L’accord bangladais “est l’un des accords d’achat d’électricité les plus chers que j’aie jamais vus”, a déclaré Tim Buckley, directeur de Climate Energy Finance à Sydney, un critique d’Adani qui suit les activités charbonnières du groupe en Australie et au Bangladesh depuis des années. Il a déclaré que l’expédition de charbon d’Australie à Godda était “stratégiquement ridicule” pour le Bangladesh.

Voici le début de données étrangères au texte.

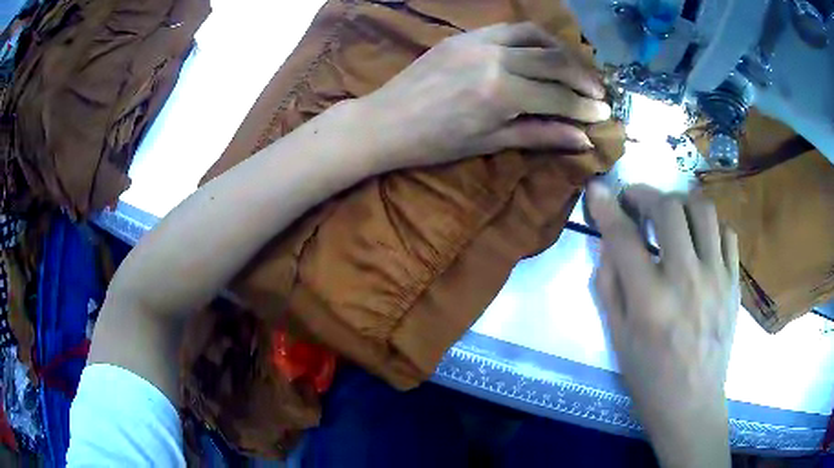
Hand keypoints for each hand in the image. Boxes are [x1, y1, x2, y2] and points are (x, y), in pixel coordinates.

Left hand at [358, 22, 611, 172]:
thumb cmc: (436, 142)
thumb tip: (582, 139)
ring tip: (576, 68)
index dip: (585, 107)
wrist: (386, 121)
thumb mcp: (490, 142)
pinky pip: (509, 28)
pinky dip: (534, 37)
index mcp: (501, 93)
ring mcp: (478, 41)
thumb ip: (540, 135)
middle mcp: (495, 58)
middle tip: (599, 92)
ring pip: (535, 36)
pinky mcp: (465, 35)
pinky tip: (542, 49)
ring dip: (562, 51)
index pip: (558, 96)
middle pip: (554, 61)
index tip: (605, 114)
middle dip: (583, 77)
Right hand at [588, 183, 738, 467]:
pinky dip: (710, 226)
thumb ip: (609, 285)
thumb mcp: (617, 338)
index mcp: (650, 300)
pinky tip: (700, 239)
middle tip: (636, 201)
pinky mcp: (733, 282)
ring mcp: (716, 277)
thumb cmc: (649, 377)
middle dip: (646, 194)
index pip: (624, 237)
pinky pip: (727, 233)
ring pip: (703, 210)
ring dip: (681, 203)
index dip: (607, 206)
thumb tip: (609, 243)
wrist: (692, 403)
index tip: (598, 188)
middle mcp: (686, 279)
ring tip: (671, 215)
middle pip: (668, 208)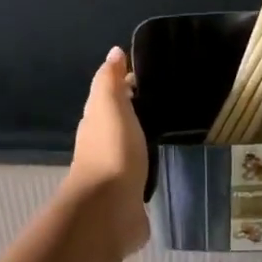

Adani a déclaré qu’il s’agissait d’une allégation sans fondement, ajoutant que l’accord fournira une énergie fiable et indispensable “à un tarif très compétitif” par rapport aux projets existants au Bangladesh.
Même si le Sri Lanka et Adani persévèrent avec les investissements du conglomérat sur l’île, certains critiques continuent d’appeler à une refonte.
Prasanna Kalutarage, une syndicaliste, a également déclaré que le Sri Lanka était sorti pire d’un accord qui favorisait l’Inde et Adani. “L’ensemble [deal] avec Adani est une grande perte pour l’Autorité portuaire du Sri Lanka », a-t-il ajouté.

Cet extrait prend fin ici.